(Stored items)
───

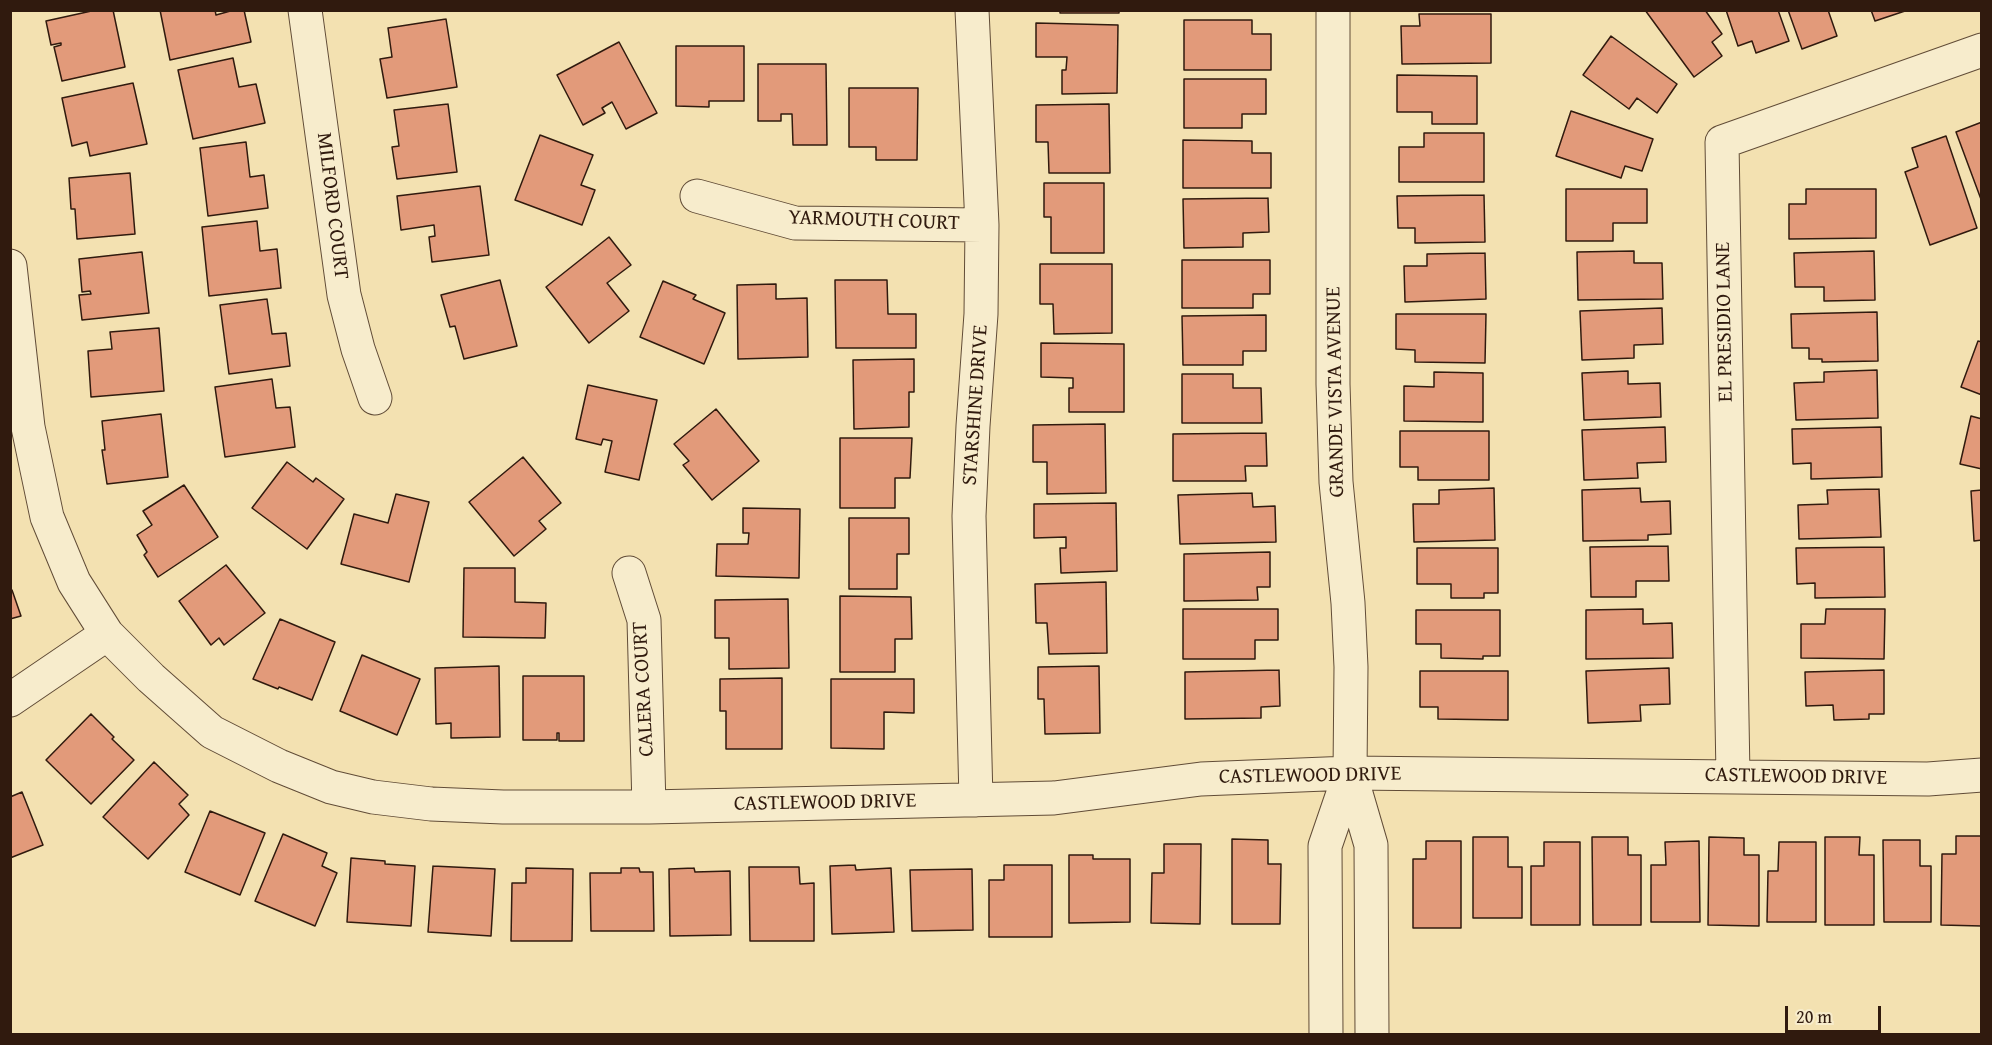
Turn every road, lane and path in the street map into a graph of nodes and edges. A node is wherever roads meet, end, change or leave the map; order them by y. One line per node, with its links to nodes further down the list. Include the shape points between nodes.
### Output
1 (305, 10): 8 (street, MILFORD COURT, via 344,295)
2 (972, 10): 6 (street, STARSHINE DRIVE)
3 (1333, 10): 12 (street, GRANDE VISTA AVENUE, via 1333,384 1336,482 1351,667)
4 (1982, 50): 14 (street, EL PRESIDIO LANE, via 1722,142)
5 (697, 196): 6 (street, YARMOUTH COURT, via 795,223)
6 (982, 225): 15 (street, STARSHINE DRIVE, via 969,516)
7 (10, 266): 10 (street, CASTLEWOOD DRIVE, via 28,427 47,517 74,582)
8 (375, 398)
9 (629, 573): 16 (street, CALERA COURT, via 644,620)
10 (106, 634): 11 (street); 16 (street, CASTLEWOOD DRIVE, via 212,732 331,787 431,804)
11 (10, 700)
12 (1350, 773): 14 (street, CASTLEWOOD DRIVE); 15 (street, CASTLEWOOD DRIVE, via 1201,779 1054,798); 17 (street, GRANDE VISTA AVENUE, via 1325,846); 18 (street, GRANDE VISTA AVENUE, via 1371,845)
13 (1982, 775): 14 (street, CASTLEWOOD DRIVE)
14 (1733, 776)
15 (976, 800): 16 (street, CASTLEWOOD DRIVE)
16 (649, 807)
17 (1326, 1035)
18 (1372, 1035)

───

Task instructions
Each record above should be duplicated word for word, with no pictures included.

Result of the task
Turn every road, lane and path in the street map into a graph of nodes and edges. A node is wherever roads meet, end, change or leave the map; order them by y. One line per node, with its links to nodes further down the list. Include the shape points between nodes.
### Output
1 (305, 10): 8 (street, MILFORD COURT, via 344,295)
2 (972, 10): 6 (street, STARSHINE DRIVE)
3 (1333, 10): 12 (street, GRANDE VISTA AVENUE, via 1333,384 1336,482 1351,667)
4 (1982, 50): 14 (street, EL PRESIDIO LANE, via 1722,142)
5 (697, 196): 6 (street, YARMOUTH COURT, via 795,223)
6 (982, 225): 15 (street, STARSHINE DRIVE, via 969,516)
7 (10, 266): 10 (street, CASTLEWOOD DRIVE, via 28,427 47,517 74,582)
8 (375, 398)
9 (629, 573): 16 (street, CALERA COURT, via 644,620)
10 (106, 634): 11 (street); 16 (street, CASTLEWOOD DRIVE, via 212,732 331,787 431,804)
11 (10, 700)
12 (1350, 773): 14 (street, CASTLEWOOD DRIVE); 15 (street, CASTLEWOOD DRIVE, via 1201,779 1054,798); 17 (street, GRANDE VISTA AVENUE, via 1325,846); 18 (street, GRANDE VISTA AVENUE, via 1371,845)
13 (1982, 775): 14 (street, CASTLEWOOD DRIVE)
14 (1733, 776)
15 (976, 800): 16 (street, CASTLEWOOD DRIVE)
16 (649, 807)
17 (1326, 1035)
18 (1372, 1035)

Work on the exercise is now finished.